孫峻の死後、遺言により孫綝が孫峻の立場を引き継ぐことになった。孫綝は対立する呂拠や滕胤を滅ぼし、孫峻と同様に専横の限りを尽くした。やがて孫綝は孫亮を廃位し孫休を立てたが、孫休の謀略により処刑された。孫峻は墓を暴かれ、副葬品の印綬を剥奪された上で、棺を削って埋め戻されたという。孫休は孫峻・孫綝と同族であることを嫌い、彼等2人を一族の系図から外し、「故峻」「故綝」と呼ばせるようにした。
小説『三国志演義』でも、諸葛恪が暗殺される場面で、その首謀者として登場する。
脚注
- ^ 『三国志』呉志「三嗣主伝」
- ^ 『三国志』呉志「呉主五子伝」が引く『通語』
- ^ 『三国志』呉志「呉主五子伝」が引く『呉書』
- ^ 『三国志』呉志「諸葛恪伝」が引く『呉書』
- ^ 『三国志』呉志「諸葛恪伝」
- ^ 『三国志』呉志「三嗣主伝」。建興2年(253年)3月に出征、4月に合肥新城を包囲するが陥落させられず、8月に帰還。
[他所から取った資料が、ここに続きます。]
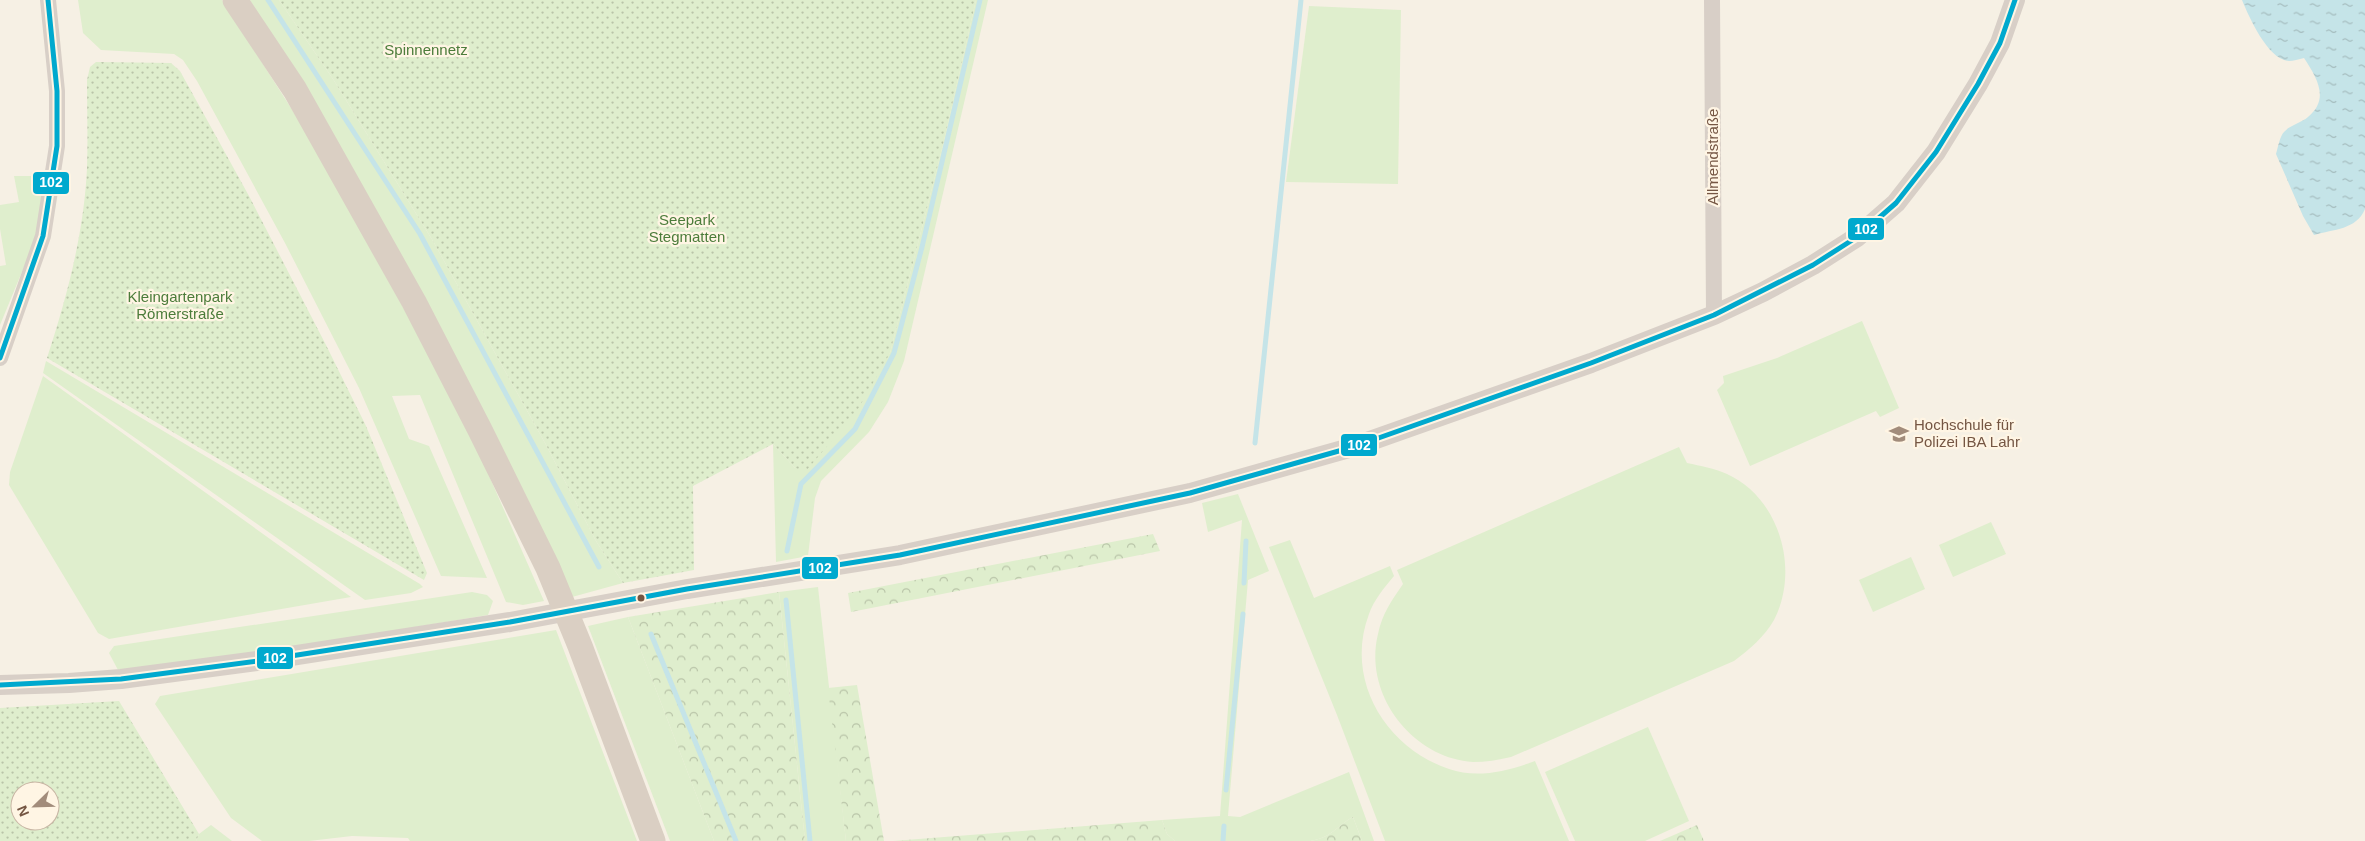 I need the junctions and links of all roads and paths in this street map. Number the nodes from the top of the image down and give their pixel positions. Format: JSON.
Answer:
{"nodes":[{"id":1,"x":48,"y":0,"type":"edge"},
{"id":2,"x":235,"y":0,"type":"edge"},
{"id":3,"x":1712,"y":0,"type":"edge"},
{"id":4,"x":2015,"y":0,"type":"edge"},
{"id":5,"x":1714,"y":315,"type":"junction"},
{"id":6,"x":0,"y":358,"type":"edge"},
{"id":7,"x":0,"y":685,"type":"edge"},
{"id":8,"x":653,"y":841,"type":"edge"}],
"edges":[{"from":1,"to":6,"type":"street"},
{"from":2,"to":8,"type":"main road"},
{"from":3,"to":5,"type":"street","name":"Allmendstraße"},
{"from":4,"to":5,"type":"street"},
{"from":5,"to":7,"type":"street"}]} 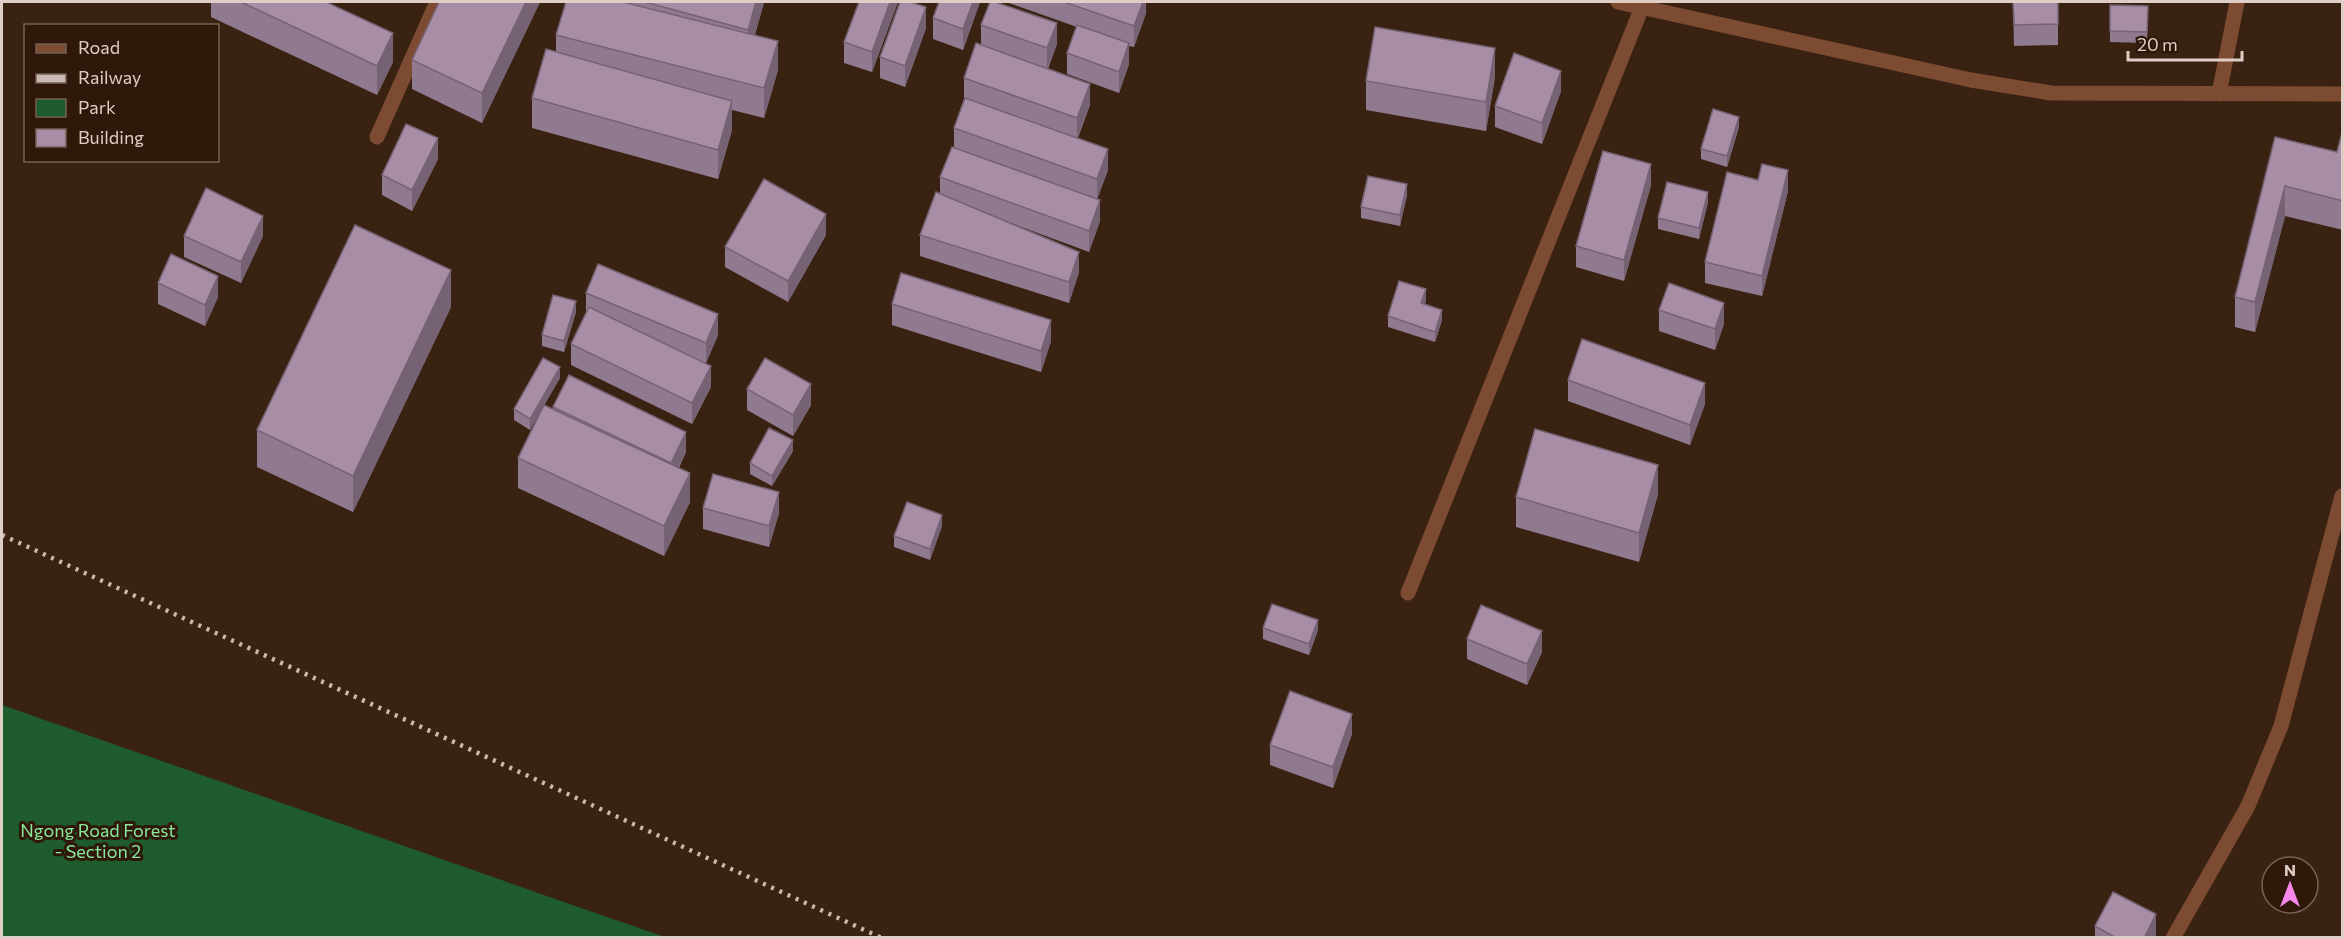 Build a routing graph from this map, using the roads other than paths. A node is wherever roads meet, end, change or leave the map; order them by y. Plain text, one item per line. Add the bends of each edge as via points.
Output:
1 (437, 2) edge
2 (1618, 2) edge
3 (2237, 2) edge
4 (1642, 7) junction
5 (2219, 94) junction
6 (2343, 94) edge
7 (377, 137) dead end
8 (2343, 496) edge
9 (1408, 593) dead end
10 (2174, 938) edge

1 - 7 street
2 - 4 street
3 - 5 street
4 - 5 street via 1971,80 2050,93
4 - 9 street
5 - 6 street
8 - 10 street via 2280,726 2248,806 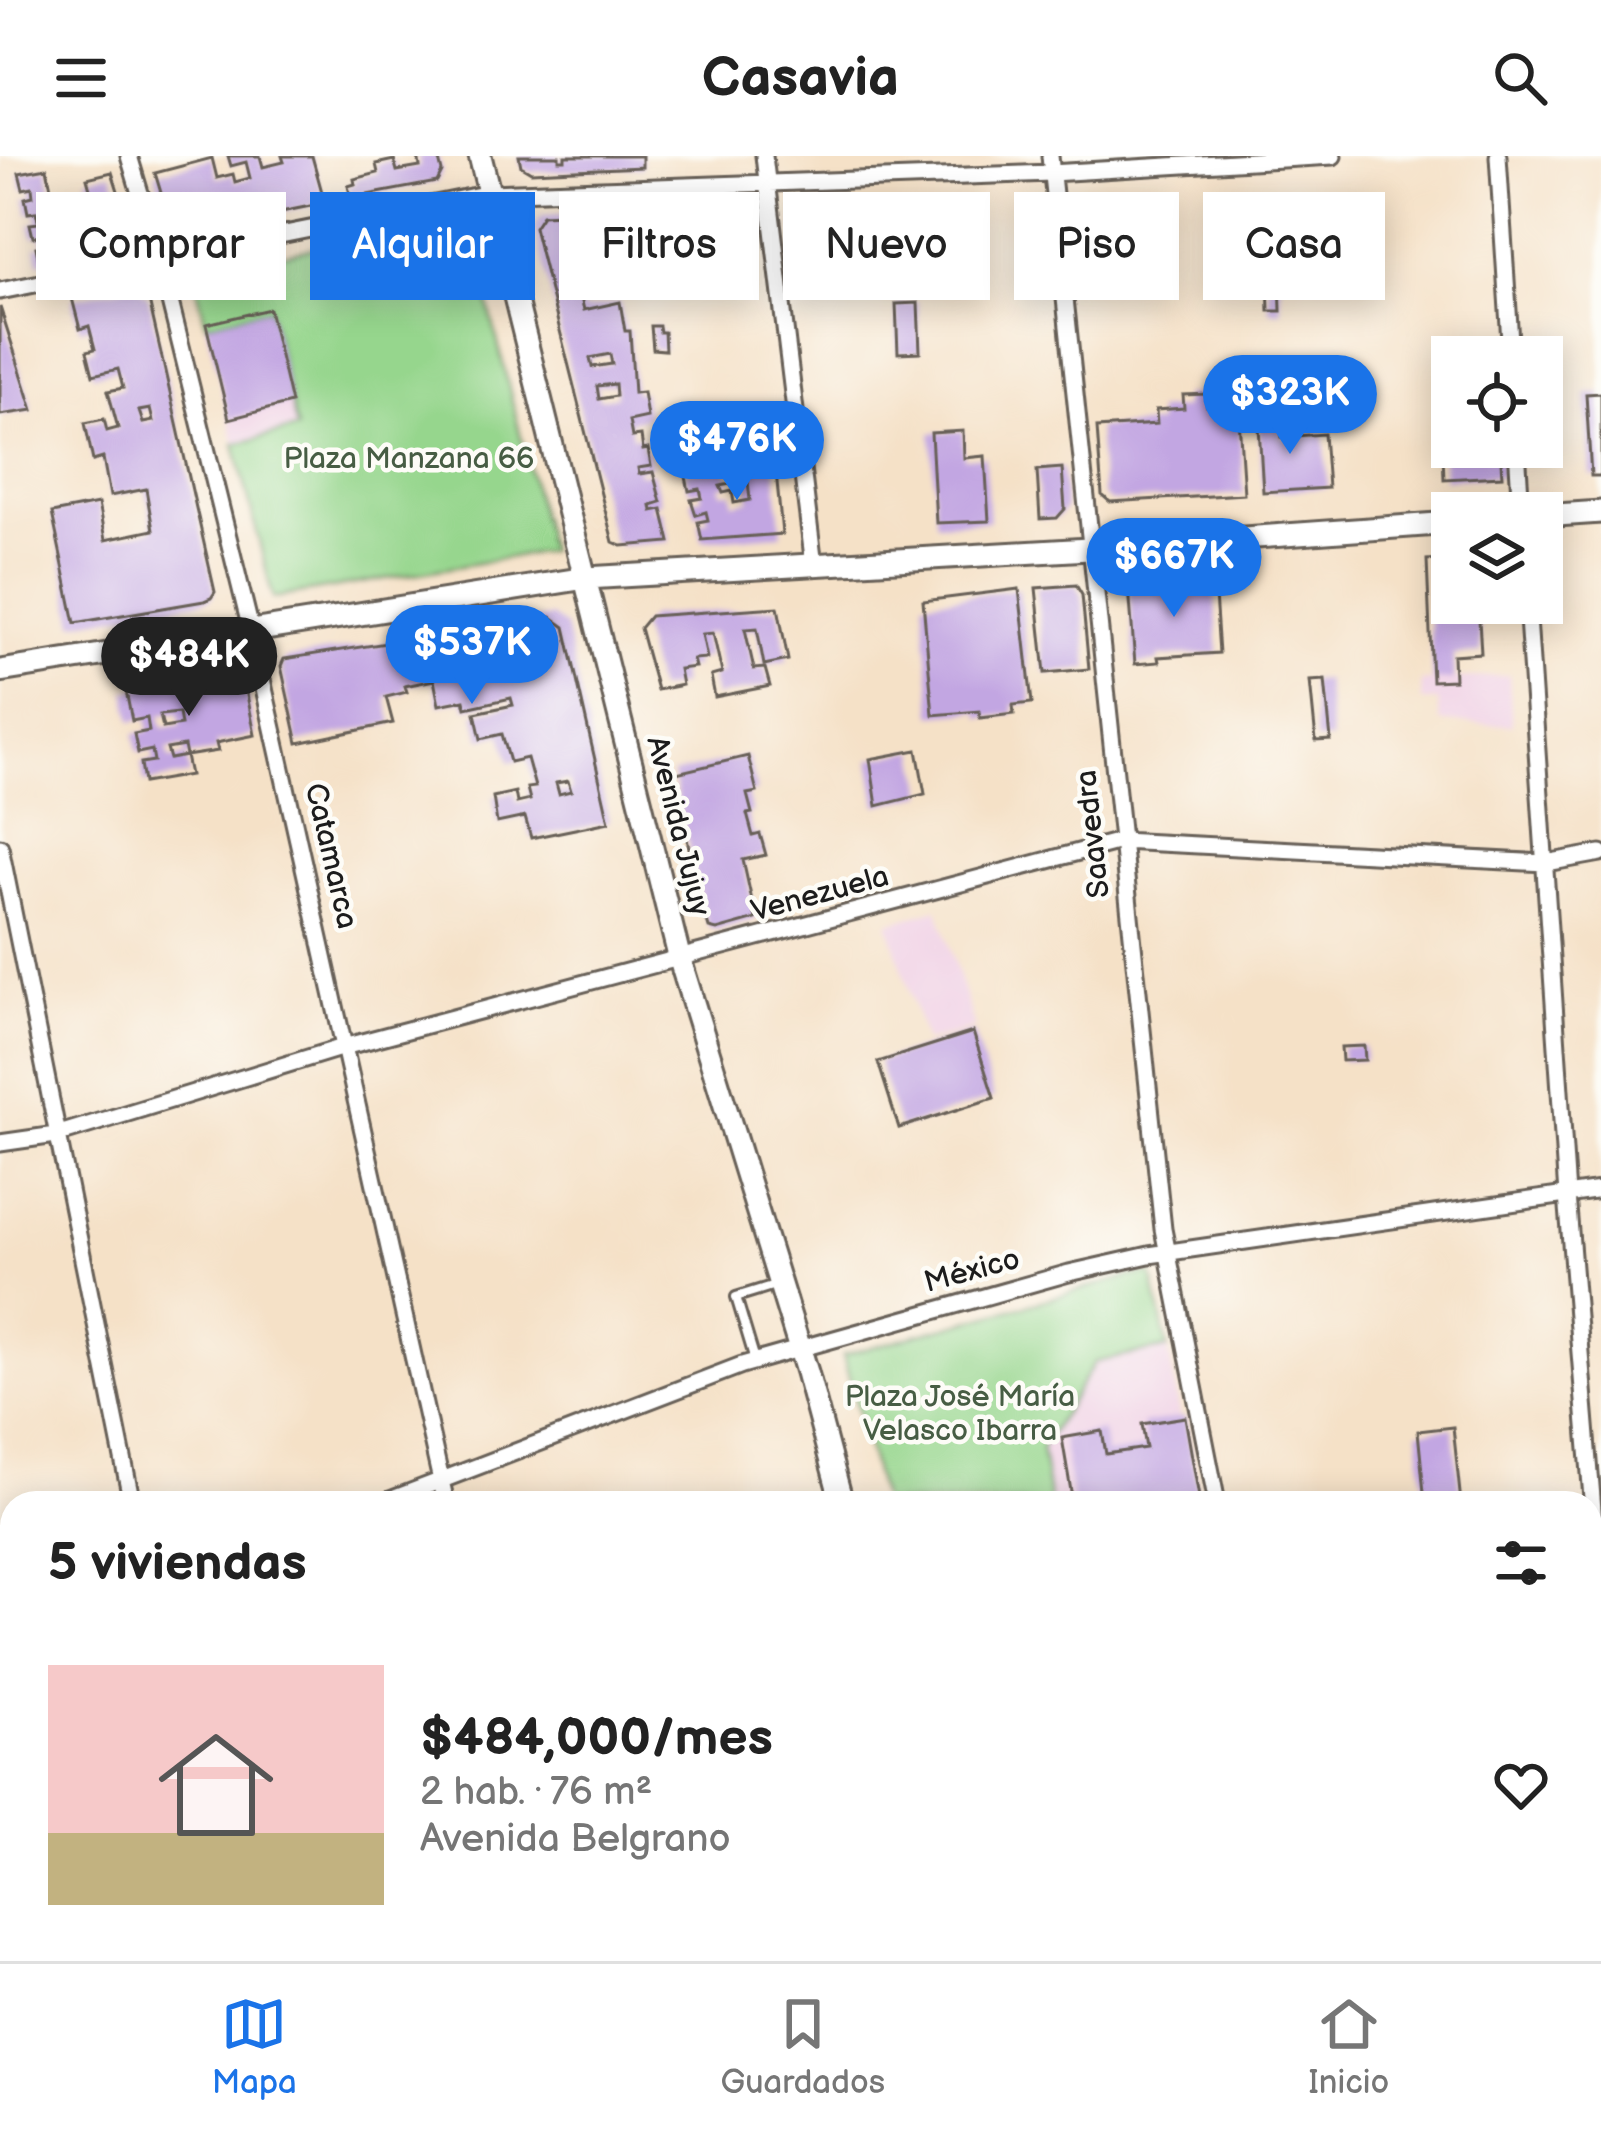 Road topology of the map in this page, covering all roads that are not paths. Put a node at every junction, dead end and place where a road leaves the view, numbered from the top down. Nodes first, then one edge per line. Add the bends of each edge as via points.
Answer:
1 (129, 156) edge
2 (480, 156) edge
3 (764, 156) edge
4 (1333, 156) edge
5 (1498, 156) edge
6 (1051, 165) edge
7 (766, 183) junction
8 (140, 192) edge
9 (490, 192) edge
10 (518, 192) edge
11 (36, 283) edge
12 (0, 291) edge
13 (170, 300) edge
14 (517, 300) edge
15 (1510, 336) edge
16 (1601, 512) edge
17 (1563, 515) edge
18 (1431, 525) edge
19 (1089, 549) junction
20 (814, 566) junction
21 (586, 578) junction
22 (1529, 624) edge
23 (251, 630) junction
24 (0, 671) edge
25 (1120, 841) junction
26 (0, 848) edge
27 (1601, 853) edge
28 (1546, 863) junction
29 (680, 960) junction
30 (346, 1046) junction
31 (56, 1135) junction
32 (0, 1142) edge
33 (1601, 1190) edge
34 (1568, 1195) junction
35 (1169, 1253) junction
36 (779, 1284) junction
37 (799, 1346) junction
38 (755, 1360) junction
39 (441, 1479) junction
40 (130, 1491) edge
41 (412, 1491) edge
42 (444, 1491) edge
43 (839, 1491) edge
44 (1215, 1491) edge
45 (1592, 1491) edge

1 - 8 street, Catamarca
2 - 9 main road, Avenida Jujuy
3 - 7 street
4 - 6 street
5 - 15 street
6 - 7 street
6 - 19 street, Saavedra
7 - 10 street
7 - 20 street
11 - 12 street
13 - 23 street, Catamarca
14 - 21 main road, Avenida Jujuy
16 - 17 main road
18 - 19 main road
19 - 20 main road
19 - 25 street, Saavedra
20 - 21 main road
21 - 23 main road
21 - 29 main road, Avenida Jujuy
22 - 28 street
23 - 24 main road
23 - 30 street, Catamarca
25 - 28 street, Venezuela
25 - 29 street, Venezuela
25 - 35 street, Saavedra
26 - 31 street
27 - 28 street, Venezuela
28 - 34 street
29 - 30 street, Venezuela
29 - 36 main road, Avenida Jujuy
30 - 31 street, Venezuela
30 - 39 street, Catamarca
31 - 32 street, Venezuela
31 - 40 street
33 - 34 street, México
34 - 35 street, México
34 - 45 street
35 - 37 street, México
35 - 44 street, Saavedra
36 - 37 main road, Avenida Jujuy
36 - 38 lane via 736,1297
37 - 38 street, México
37 - 43 main road, Avenida Jujuy
38 - 39 street, México
39 - 41 street, México
39 - 42 street, Catamarca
- ^ 『三国志』呉志「諸葛恪伝」。なお、同書「三嗣主伝」によると諸葛恪が誅殺されたのは建興2年(253年)10月。
- ^ 『三国志』呉志「諸葛恪伝」
- ^ 『三国志』呉志「三嗣主伝」
- ^ 『三国志』呉志「呉主五子伝」によると、元太子の孫登の子。
- ^ 『三国志』呉志「三嗣主伝」
- ^ 『三国志』呉志「三嗣主伝」によると、五鳳2年(255年)閏正月。
- ^ 『三国志』魏志「毌丘倹伝」
- ^ 『三国志』呉志「三嗣主伝」によると、五鳳2年(255年)閏正月19日。
- ^ 『三国志』呉志「三嗣主伝」
- ^ 『三国志』呉志「三嗣主伝」
- ^ 『三国志』呉志「呉主五子伝」によると、衛尉の馮朝が築城を命じられたとあり、また、将軍の呉穣が広陵太守、留略が東海太守に任命されたとある。また、同書同伝によると、馮朝が監軍使者・督諸軍事に任命されている。
- ^ 『三国志』呉志「三嗣主伝」
- ^ 『三国志』呉志「三嗣主伝」
- ^ 『三国志』魏志「毌丘倹伝」が引く『呉書』
- ^ 『三国志』呉志「三嗣主伝」によると、9月14日。